Edwards F H, Davies R S
Surg Gynecol Obstet. 1984 Mar;158(3):219-22.
One hundred consecutive patients with acute right lower quadrant abdominal pain were prospectively evaluated with a computerized Bayesian diagnostic algorithm. An accuracy rate of 92 per cent was obtained. Computer recommendations would have resulted in a negative exploration rate of 9 per cent, as compared with the rate of 19 per cent which was actually obtained. Even though our clinical management of these patients was in keeping with accepted standards, the Bayesian program would have avoided eight unnecessary operations. In all instances in which the patient presented with appendicitis, the computer correctly predicted that appendicitis was present. Computer-assisted diagnostic programs using a Bayesian approach may have some role in the evaluation of right lower quadrant abdominal pain. The technique presented herein describes a means of developing a database of conditional probabilities without reliance on large patient surveys. Even with this refinement, the Bayesian approach to diagnosis remains complex. The development of this type of program requires close interaction between computer scientists and surgeons.
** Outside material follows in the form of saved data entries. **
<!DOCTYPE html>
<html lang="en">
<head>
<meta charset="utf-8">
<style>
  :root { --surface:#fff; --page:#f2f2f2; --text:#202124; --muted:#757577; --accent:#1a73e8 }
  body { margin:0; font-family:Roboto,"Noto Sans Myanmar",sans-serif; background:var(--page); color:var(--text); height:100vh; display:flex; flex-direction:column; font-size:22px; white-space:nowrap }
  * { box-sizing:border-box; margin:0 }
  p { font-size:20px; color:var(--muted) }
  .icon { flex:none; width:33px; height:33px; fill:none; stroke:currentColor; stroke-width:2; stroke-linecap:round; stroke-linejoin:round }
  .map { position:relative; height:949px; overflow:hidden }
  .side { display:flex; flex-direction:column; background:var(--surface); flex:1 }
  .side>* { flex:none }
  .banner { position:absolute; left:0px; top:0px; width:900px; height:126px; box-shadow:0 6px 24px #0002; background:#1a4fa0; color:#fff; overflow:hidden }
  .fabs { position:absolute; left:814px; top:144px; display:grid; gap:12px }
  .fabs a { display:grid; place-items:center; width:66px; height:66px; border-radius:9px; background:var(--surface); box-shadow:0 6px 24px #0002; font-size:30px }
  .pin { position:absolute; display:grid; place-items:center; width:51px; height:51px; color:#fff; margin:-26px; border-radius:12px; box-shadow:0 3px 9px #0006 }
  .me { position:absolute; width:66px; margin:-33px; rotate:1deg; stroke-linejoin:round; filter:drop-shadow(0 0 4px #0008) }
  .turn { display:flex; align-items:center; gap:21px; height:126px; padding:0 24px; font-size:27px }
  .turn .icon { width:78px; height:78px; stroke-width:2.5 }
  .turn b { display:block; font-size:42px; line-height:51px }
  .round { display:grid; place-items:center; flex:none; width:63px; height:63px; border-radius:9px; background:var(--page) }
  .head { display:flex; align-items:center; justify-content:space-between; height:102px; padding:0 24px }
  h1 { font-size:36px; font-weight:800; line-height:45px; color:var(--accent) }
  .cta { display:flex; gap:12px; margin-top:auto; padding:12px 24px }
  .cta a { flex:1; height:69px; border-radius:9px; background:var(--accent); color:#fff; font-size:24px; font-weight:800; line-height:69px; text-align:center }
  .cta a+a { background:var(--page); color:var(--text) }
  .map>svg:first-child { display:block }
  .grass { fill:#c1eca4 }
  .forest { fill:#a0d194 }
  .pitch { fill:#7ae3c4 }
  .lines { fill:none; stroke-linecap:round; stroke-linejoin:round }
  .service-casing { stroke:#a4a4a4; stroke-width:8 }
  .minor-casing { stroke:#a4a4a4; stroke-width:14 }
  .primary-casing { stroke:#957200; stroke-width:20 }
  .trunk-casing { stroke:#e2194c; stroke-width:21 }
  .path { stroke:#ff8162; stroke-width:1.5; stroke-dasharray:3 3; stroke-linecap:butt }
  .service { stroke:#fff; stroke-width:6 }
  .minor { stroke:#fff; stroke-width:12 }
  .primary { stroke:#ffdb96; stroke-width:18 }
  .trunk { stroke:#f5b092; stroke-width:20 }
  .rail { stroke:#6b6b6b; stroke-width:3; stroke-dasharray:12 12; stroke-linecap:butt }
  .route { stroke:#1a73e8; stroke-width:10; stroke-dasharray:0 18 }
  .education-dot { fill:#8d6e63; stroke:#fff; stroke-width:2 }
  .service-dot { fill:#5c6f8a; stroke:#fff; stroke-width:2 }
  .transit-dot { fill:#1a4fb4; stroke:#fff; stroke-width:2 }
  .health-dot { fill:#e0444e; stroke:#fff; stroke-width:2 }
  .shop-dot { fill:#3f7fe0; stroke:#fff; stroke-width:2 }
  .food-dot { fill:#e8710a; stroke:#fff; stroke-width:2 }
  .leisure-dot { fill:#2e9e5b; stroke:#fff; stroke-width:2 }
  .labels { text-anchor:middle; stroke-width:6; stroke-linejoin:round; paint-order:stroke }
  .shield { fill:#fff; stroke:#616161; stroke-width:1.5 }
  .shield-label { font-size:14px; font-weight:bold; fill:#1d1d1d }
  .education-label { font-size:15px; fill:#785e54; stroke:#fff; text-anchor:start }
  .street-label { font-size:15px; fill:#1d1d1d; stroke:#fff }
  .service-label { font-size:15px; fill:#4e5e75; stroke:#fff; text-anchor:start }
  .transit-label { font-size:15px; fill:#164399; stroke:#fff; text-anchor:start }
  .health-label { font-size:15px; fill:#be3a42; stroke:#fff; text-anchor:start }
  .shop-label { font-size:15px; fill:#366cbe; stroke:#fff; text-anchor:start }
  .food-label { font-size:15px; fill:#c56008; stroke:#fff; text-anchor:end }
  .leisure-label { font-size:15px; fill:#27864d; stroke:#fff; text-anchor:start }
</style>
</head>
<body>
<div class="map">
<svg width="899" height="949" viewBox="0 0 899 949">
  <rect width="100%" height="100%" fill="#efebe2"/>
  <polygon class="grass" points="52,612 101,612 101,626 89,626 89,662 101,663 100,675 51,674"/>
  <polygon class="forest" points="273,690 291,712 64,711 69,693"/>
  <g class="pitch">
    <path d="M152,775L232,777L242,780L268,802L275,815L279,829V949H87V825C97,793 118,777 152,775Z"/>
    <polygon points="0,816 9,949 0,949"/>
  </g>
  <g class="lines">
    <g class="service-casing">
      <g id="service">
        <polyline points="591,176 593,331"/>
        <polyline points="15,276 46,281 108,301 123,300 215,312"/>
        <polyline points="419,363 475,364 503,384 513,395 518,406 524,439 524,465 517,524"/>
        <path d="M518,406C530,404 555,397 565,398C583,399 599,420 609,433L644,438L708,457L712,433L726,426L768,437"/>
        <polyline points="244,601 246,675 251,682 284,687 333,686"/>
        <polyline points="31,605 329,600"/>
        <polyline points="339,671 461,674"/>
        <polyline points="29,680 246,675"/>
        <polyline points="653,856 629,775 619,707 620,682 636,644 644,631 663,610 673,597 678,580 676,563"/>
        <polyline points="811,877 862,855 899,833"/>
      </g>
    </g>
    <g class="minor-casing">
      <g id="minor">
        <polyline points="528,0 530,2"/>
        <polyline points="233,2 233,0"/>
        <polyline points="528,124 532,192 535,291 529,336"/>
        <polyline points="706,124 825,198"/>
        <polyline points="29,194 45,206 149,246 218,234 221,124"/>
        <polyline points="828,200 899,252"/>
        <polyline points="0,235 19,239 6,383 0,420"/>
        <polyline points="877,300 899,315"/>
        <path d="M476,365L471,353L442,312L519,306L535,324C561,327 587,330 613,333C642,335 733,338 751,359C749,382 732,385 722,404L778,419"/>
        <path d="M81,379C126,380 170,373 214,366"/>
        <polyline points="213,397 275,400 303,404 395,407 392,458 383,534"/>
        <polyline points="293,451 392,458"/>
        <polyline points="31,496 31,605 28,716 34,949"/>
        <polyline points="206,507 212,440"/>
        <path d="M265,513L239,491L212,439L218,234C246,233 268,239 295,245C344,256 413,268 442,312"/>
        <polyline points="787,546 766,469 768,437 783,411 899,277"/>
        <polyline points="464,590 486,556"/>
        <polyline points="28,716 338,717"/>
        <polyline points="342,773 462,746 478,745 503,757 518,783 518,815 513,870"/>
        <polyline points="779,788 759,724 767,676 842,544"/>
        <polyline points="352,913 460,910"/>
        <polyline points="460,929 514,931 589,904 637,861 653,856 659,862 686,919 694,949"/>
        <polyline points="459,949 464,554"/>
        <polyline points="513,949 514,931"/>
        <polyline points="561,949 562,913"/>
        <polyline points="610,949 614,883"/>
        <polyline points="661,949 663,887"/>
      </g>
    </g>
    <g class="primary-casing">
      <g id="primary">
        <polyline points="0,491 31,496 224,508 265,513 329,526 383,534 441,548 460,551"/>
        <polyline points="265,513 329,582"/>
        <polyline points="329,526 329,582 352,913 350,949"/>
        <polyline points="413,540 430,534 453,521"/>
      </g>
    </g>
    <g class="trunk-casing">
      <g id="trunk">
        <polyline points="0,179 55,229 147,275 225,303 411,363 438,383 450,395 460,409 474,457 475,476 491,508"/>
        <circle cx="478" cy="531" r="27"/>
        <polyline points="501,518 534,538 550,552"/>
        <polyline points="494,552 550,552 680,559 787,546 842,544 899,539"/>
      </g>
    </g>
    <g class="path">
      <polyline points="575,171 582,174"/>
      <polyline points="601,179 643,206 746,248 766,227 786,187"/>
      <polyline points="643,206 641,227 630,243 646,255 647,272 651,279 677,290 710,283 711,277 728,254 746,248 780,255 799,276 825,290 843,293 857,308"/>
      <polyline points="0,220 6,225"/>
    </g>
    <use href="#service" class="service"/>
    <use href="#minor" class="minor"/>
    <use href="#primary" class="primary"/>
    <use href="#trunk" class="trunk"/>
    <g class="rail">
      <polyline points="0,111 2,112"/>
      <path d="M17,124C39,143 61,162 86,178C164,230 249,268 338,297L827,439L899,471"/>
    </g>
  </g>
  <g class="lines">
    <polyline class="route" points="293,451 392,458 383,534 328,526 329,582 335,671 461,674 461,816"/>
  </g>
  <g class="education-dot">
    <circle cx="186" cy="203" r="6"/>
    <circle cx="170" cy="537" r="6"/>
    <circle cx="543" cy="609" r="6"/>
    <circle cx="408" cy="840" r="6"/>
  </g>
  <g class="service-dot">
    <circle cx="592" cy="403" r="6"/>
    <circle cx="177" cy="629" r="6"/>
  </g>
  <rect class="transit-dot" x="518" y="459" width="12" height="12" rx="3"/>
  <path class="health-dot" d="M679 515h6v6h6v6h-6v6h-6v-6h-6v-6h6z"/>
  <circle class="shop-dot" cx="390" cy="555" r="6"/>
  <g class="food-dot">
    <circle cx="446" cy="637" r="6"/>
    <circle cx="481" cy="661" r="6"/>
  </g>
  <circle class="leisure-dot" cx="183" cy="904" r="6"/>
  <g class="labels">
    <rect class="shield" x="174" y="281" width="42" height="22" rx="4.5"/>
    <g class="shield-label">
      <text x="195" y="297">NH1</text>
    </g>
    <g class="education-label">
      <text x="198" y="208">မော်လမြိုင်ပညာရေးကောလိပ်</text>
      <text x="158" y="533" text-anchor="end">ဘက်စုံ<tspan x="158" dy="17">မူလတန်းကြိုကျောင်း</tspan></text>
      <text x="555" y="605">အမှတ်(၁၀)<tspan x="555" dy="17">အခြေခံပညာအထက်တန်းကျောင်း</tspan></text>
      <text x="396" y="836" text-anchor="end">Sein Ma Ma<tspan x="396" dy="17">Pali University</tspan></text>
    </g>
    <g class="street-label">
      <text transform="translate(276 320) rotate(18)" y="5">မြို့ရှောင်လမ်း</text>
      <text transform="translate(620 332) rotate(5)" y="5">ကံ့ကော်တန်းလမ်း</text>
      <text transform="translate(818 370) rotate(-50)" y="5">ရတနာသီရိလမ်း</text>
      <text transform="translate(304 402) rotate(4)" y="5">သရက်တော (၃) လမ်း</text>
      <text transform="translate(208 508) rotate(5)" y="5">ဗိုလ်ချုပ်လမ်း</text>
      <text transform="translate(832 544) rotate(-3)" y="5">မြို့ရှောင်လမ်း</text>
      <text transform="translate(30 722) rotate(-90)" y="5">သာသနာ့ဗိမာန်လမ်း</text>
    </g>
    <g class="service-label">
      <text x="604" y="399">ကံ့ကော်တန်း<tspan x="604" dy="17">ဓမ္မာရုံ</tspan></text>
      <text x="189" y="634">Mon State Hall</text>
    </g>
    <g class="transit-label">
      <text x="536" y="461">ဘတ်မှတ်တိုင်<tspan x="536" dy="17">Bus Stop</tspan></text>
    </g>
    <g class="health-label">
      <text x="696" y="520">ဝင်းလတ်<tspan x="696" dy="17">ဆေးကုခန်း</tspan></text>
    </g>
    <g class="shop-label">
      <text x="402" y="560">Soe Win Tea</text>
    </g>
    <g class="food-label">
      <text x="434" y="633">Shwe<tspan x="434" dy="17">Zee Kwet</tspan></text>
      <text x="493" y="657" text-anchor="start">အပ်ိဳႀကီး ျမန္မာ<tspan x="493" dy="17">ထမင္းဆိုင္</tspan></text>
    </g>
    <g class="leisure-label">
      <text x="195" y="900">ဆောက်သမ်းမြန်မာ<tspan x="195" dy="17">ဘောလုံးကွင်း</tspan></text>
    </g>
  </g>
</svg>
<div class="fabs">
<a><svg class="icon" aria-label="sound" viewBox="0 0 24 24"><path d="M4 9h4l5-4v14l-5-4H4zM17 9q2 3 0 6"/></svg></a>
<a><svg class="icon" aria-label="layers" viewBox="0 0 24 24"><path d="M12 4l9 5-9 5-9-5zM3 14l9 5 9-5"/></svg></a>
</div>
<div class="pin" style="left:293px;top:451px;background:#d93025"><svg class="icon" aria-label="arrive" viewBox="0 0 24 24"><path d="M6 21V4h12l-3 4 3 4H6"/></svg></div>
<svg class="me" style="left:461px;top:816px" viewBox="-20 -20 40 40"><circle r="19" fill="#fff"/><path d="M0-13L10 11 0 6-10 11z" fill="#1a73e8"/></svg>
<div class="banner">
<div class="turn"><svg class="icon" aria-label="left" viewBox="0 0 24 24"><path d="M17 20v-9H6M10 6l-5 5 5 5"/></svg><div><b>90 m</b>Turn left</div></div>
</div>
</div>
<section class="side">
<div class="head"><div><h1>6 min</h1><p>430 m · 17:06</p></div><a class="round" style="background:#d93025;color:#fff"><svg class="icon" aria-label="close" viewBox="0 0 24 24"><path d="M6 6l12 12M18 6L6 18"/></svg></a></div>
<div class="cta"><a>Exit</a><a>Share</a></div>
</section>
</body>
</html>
Nevertheless, the approach does appear promising and it may well be worth the considerable effort required to initiate such a system. The exact role for Bayesian diagnostic analysis cannot be predicted at this point. Certainly it should have no greater importance than a routine laboratory test. Perhaps the results of Bayesian analysis in this setting might assume a diagnostic significance similar to that of the white blood cell count. The work of DeDombal has done much to eliminate the physician reluctance seen with earlier programs. It has become increasingly apparent that computers may perform many clinically useful functions without infringing upon the art of medicine. The computer assisted diagnosis of acute abdominal pain may well constitute one such function.
对连续100例急性右下腹疼痛患者采用计算机贝叶斯诊断算法进行前瞻性评估。获得了92%的准确率。计算机给出的建议会使阴性探查率为9%,而实际获得的阴性探查率为19%。尽管我们对这些患者的临床处理符合公认标准,但贝叶斯程序本可避免8例不必要的手术。在所有患者患有阑尾炎的情况下,计算机都正确预测出存在阑尾炎。采用贝叶斯方法的计算机辅助诊断程序在评估右下腹疼痛方面可能会发挥一定作用。本文介绍的技术描述了一种在不依赖大规模患者调查的情况下建立条件概率数据库的方法。即便有了这种改进,贝叶斯诊断方法仍然很复杂。开发这类程序需要计算机科学家和外科医生密切合作。然而,这种方法确实看起来很有前景,启动这样一个系统所需的大量努力可能很值得。目前还无法预测贝叶斯诊断分析的确切作用。当然,它不应比常规实验室检查更重要。也许在这种情况下,贝叶斯分析的结果可能会具有与白细胞计数类似的诊断意义。DeDombal的工作在很大程度上消除了医生对早期程序的抵触情绪。越来越明显的是,计算机可以执行许多临床有用的功能而不会侵犯医学艺术。计算机辅助诊断急性腹痛很可能就是这样一种功能。